Baseline characteristics

This case exemplifies the multimodal treatment of lymphatic malformations and the restoration of the physiologic lymphatic flow. After 3 times of sclerotherapy the lymphatic malformation on the right side the lesion was resected including the inguinal lymph nodes. We used suprainguinal lymph nodes of the left side and transferred it infrainguinally to the right side, which could be confirmed postoperatively with the ICG lymphography after 6 month. Further we performed an afferent lympho-lymphatic anastomosis together with a lympho-nodular anastomosis.

Granzow et al reported for the first time that VLNT is more effective than LVA [13]. 2015 the group of Akita and Bastista independently showed the advantages of the VLNT compared to LVA [14,15]. LVA still remains a choice for lymphedema in the primary stage. The indication for LVA depends on the surgeon, it is possible to perform it with local anesthesia and moreover with a scarless surgery technique [16].

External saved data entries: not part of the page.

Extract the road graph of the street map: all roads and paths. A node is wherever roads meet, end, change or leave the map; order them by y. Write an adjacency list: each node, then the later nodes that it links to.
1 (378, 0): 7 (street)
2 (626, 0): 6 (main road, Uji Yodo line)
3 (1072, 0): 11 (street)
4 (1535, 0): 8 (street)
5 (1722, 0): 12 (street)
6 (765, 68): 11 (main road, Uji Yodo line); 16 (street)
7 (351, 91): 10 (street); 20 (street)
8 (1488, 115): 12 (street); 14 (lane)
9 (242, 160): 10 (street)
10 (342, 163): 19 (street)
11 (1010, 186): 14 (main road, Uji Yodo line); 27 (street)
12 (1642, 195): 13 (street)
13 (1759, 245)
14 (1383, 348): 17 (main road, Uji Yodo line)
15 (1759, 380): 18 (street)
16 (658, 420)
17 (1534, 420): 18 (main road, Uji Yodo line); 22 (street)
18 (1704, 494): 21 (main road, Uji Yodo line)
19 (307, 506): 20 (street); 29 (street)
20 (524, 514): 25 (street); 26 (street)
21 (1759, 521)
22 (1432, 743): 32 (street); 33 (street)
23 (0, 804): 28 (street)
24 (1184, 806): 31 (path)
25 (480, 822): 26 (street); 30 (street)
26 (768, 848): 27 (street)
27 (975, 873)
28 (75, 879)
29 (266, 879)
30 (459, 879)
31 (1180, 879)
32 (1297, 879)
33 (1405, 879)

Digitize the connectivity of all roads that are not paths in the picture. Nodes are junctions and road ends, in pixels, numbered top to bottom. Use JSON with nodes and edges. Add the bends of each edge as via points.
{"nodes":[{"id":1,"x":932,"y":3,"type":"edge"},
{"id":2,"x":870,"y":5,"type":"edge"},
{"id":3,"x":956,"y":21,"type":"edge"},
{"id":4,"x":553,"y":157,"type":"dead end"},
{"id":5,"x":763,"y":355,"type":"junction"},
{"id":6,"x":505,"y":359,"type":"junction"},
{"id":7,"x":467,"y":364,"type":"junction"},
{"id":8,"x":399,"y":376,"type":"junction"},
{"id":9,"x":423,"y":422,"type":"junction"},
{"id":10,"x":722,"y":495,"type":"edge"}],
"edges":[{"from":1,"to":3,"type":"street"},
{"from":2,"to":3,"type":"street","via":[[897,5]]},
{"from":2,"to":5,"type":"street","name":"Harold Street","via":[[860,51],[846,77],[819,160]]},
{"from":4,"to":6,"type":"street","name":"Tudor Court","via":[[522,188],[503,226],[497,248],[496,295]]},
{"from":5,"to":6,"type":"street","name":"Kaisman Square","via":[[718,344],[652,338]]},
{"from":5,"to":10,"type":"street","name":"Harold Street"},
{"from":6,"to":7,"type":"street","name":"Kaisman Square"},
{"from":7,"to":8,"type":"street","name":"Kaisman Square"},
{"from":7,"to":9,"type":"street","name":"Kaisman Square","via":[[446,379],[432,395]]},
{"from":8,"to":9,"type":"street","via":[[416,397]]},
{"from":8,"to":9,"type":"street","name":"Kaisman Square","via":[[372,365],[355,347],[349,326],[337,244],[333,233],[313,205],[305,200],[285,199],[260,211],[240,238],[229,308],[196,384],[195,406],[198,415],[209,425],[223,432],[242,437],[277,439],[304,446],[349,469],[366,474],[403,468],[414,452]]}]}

VLNT however requires general anesthesia and a much longer procedure time. Furthermore it includes the potential risk of lymphedema and lymphocele on the donor side [17,18]. Even in conjunction with ICG and patent blue navigation experience and detailed knowledge about physiologic principles of the lymphatic system are needed to perform this technique successfully [19-23].

Yamamoto et al reported the first case of VLNT and ELLA in a primary lymphedema patient with progressive unilateral left LEL [24]. Wallmichrath et al. reported lympho-lympho-nodular anastomoses and further the detection of a spontaneous formation in the rat model [25,26].

Here we describe the first case of a multimodal treatment of a lymphatic malformation with restoration of the physiologic lymphatic flow. Our result demonstrates the possible treatment of groin defects with lymph node dissections, VLNT, ELLA and ELNA to restore the physiologic lymphatic flow. Further investigations are required to compare the conventional VLNT to VLNT with ELLA and the combination of the VLNT with ELLA and ELNA.